*What you need to do*. Would you reproduce the data below exactly, please, leaving out its images?

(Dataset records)
━━━━━━━━━━
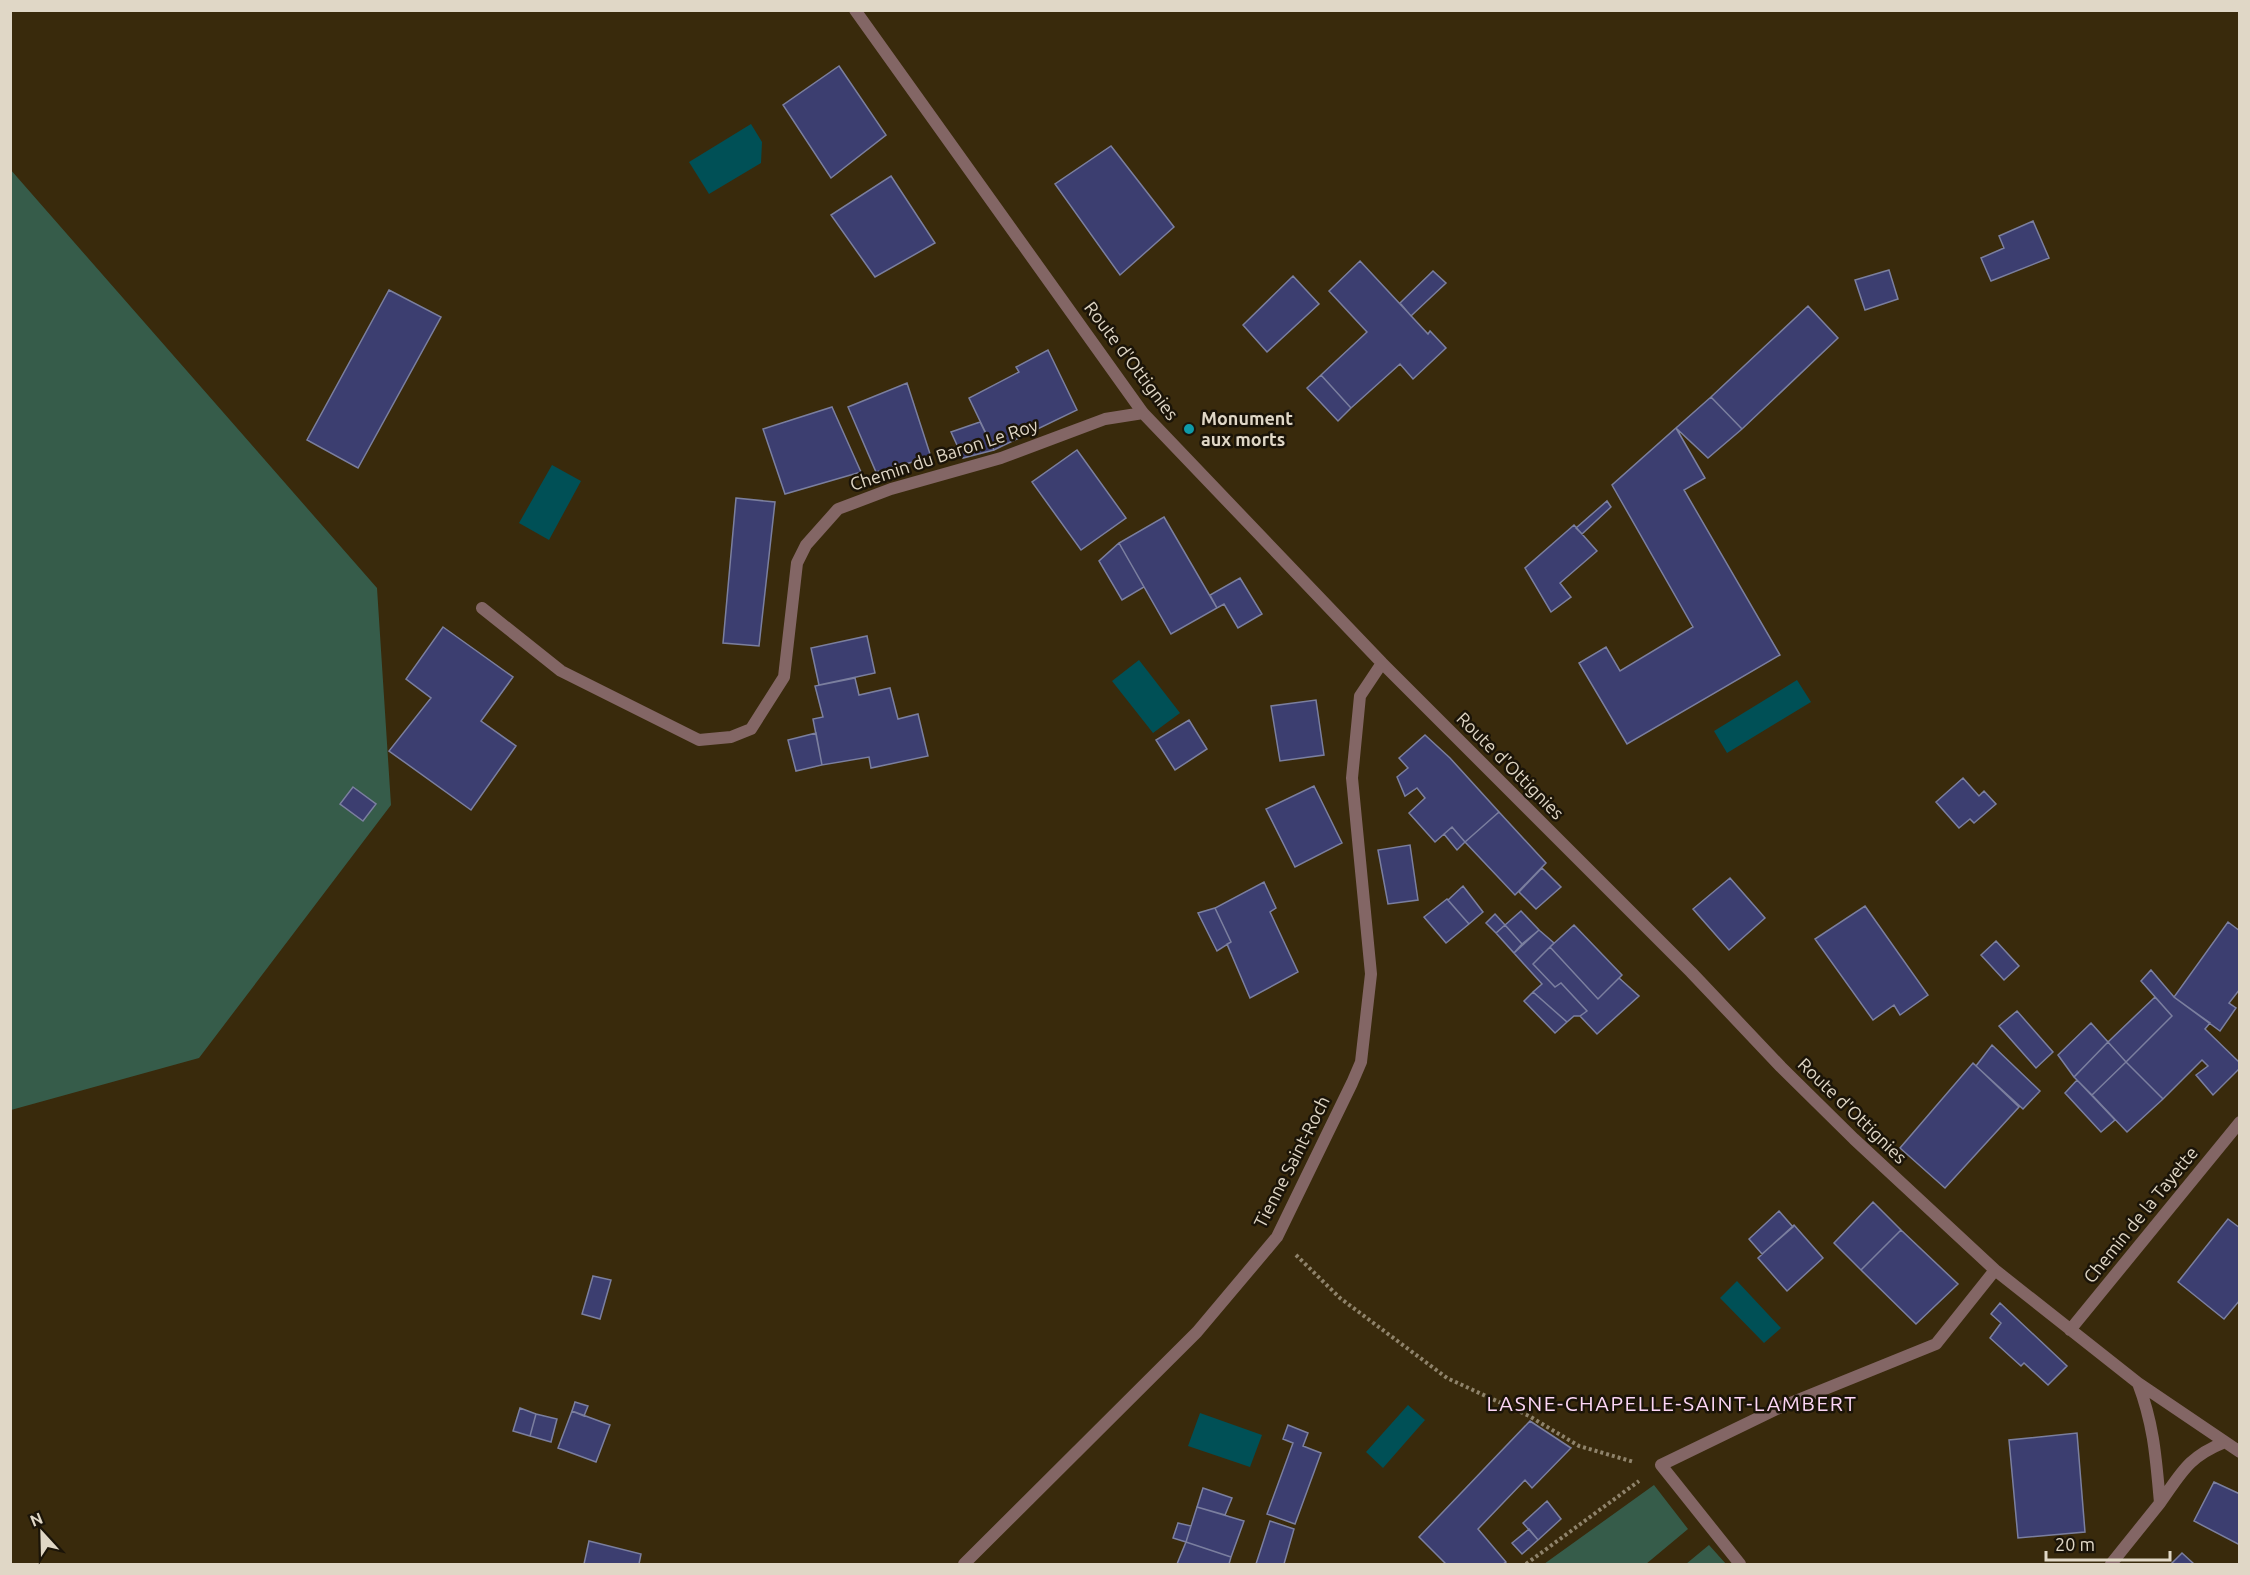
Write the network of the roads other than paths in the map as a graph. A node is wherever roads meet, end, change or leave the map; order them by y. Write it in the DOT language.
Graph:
graph roads {
  1 [pos="855,10"];
  2 [pos="1143,413"];
  3 [pos="482,608"];
  4 [pos="1382,663"];
  5 [pos="2240,1122"];
  6 [pos="1995,1270"];
  7 [pos="2070,1330"];
  8 [pos="2138,1383"];
  9 [pos="2225,1442"];
  10 [pos="2240,1452"];
  11 [pos="2160,1503"];
  12 [pos="964,1564"];
  13 [pos="1740,1564"];
  14 [pos="2111,1564"];
  1 -- 2 [label="street, Route d'Ottignies"];
  2 -- 3 [label="street, Chemin du Baron Le Roy"];
  2 -- 4 [label="street, Route d'Ottignies"];
  4 -- 6 [label="street, Route d'Ottignies"];
  4 -- 12 [label="street, Tienne Saint-Roch"];
  5 -- 7 [label="street, Chemin de la Tayette"];
  6 -- 7 [label="street, Route d'Ottignies"];
  6 -- 13 [label="street"];
  7 -- 8 [label="street, Route d'Ottignies"];
  8 -- 9 [label="street, Route d'Ottignies"];
  8 -- 11 [label="street"];
  9 -- 10 [label="street, Route d'Ottignies"];
  9 -- 11 [label="street"];
  11 -- 14 [label="street"];
}
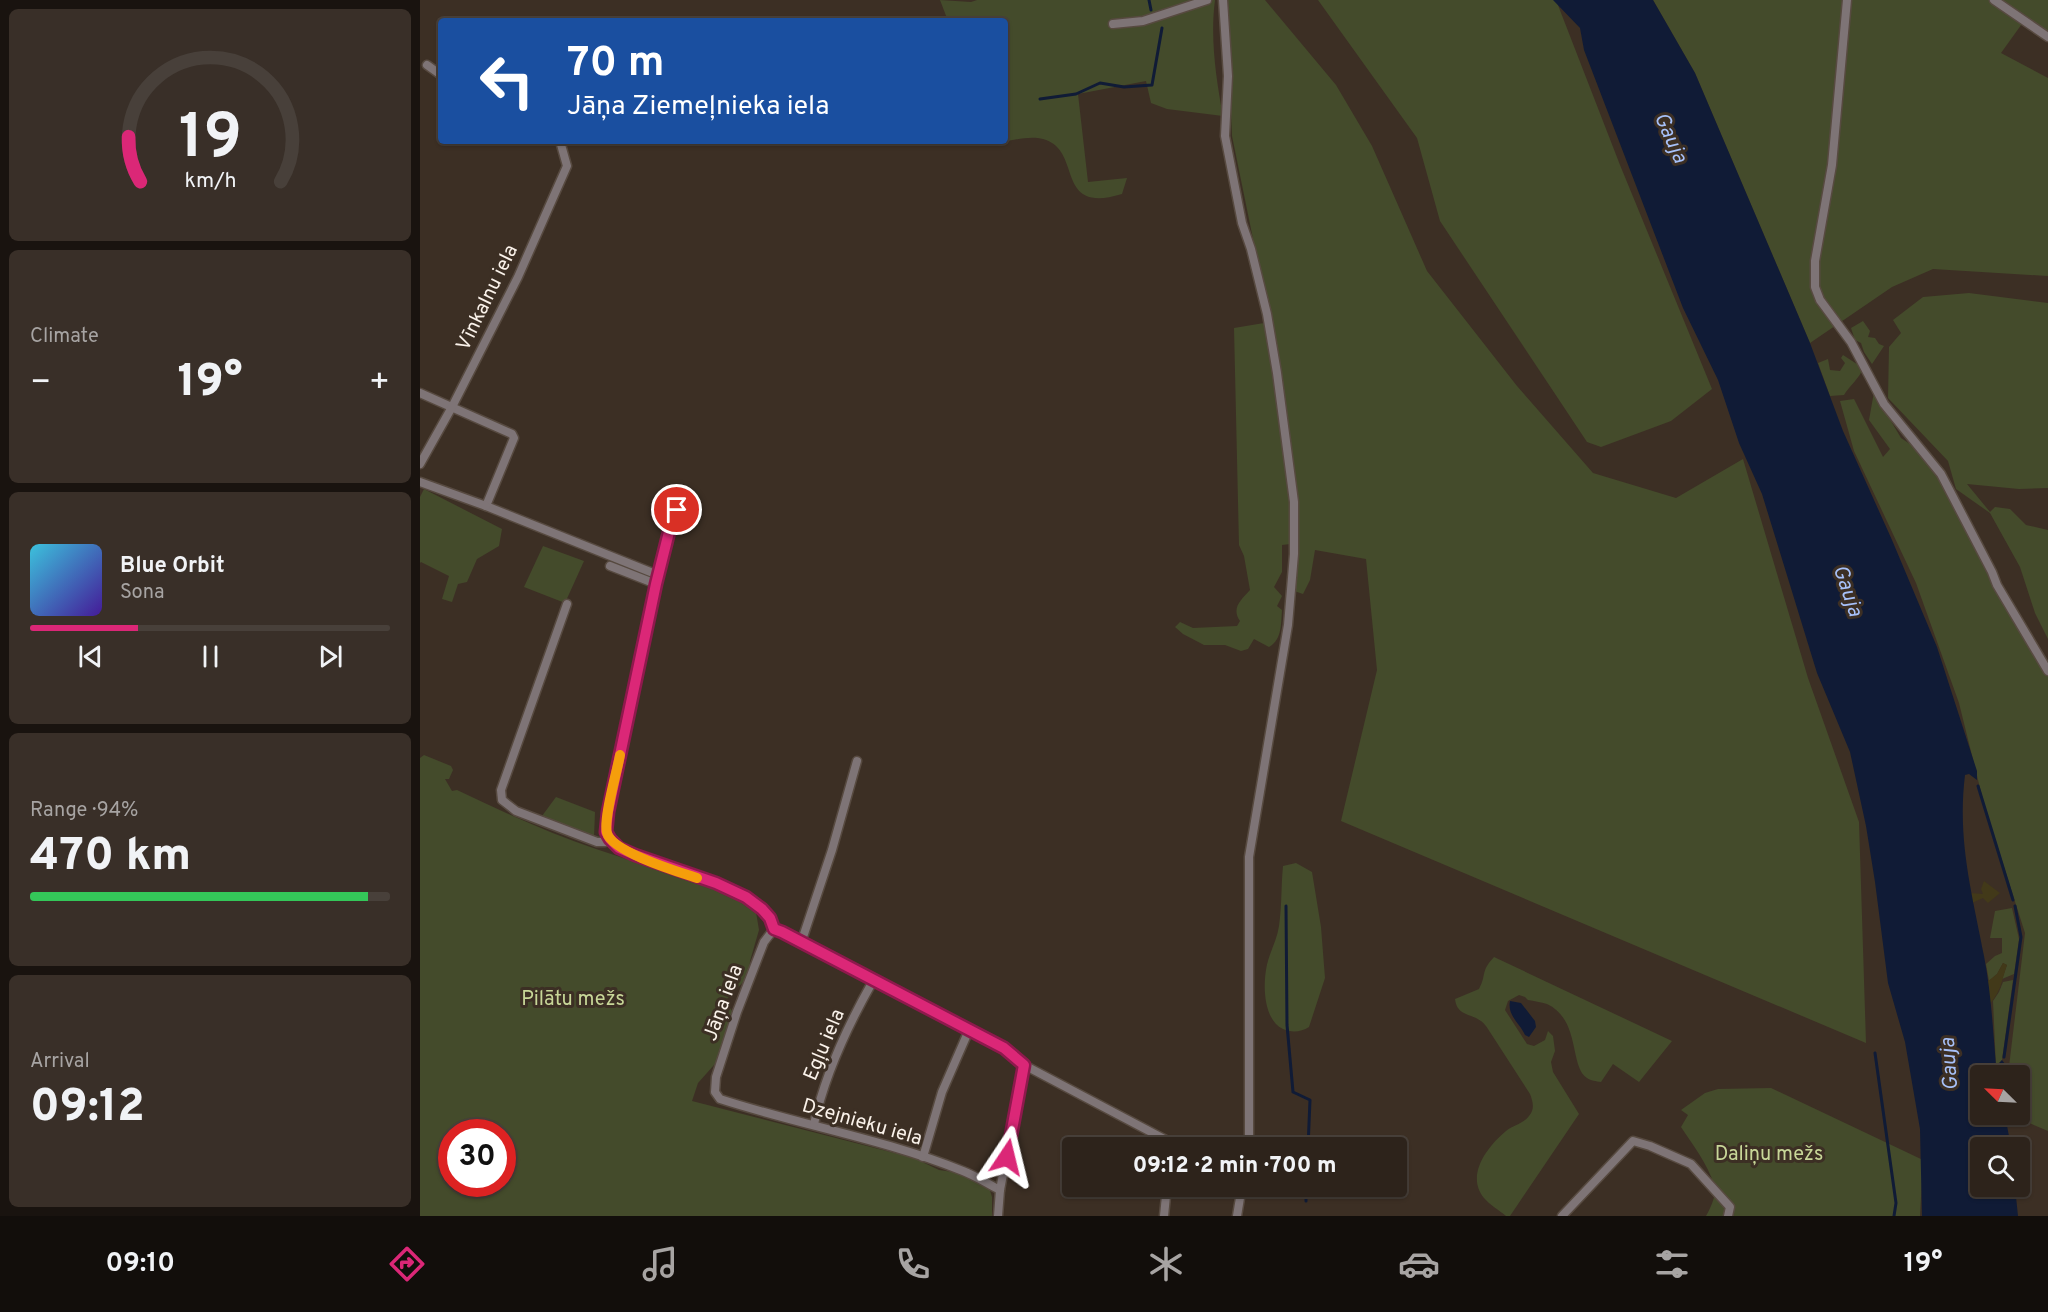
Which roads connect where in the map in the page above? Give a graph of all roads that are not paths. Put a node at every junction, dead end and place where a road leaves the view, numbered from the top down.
━━━━━━━━━━
*Exercise solution*.
Write the network of the roads other than paths in the map as a graph. A node is wherever roads meet, end, change or leave the map; order them by y. Write it in the DOT language.
Graph:
graph roads {
  1 [pos="855,10"];
  2 [pos="1143,413"];
  3 [pos="482,608"];
  4 [pos="1382,663"];
  5 [pos="2240,1122"];
  6 [pos="1995,1270"];
  7 [pos="2070,1330"];
  8 [pos="2138,1383"];
  9 [pos="2225,1442"];
  10 [pos="2240,1452"];
  11 [pos="2160,1503"];
  12 [pos="964,1564"];
  13 [pos="1740,1564"];
  14 [pos="2111,1564"];
  1 -- 2 [label="street, Route d'Ottignies"];
  2 -- 3 [label="street, Chemin du Baron Le Roy"];
  2 -- 4 [label="street, Route d'Ottignies"];
  4 -- 6 [label="street, Route d'Ottignies"];
  4 -- 12 [label="street, Tienne Saint-Roch"];
  5 -- 7 [label="street, Chemin de la Tayette"];
  6 -- 7 [label="street, Route d'Ottignies"];
  6 -- 13 [label="street"];
  7 -- 8 [label="street, Route d'Ottignies"];
  8 -- 9 [label="street, Route d'Ottignies"];
  8 -- 11 [label="street"];
  9 -- 10 [label="street, Route d'Ottignies"];
  9 -- 11 [label="street"];
  11 -- 14 [label="street"];
}
Which roads connect where in the map in the page above? Give a graph of all roads that are not paths. Put a node at every junction, dead end and place where a road leaves the view, numbered from the top down.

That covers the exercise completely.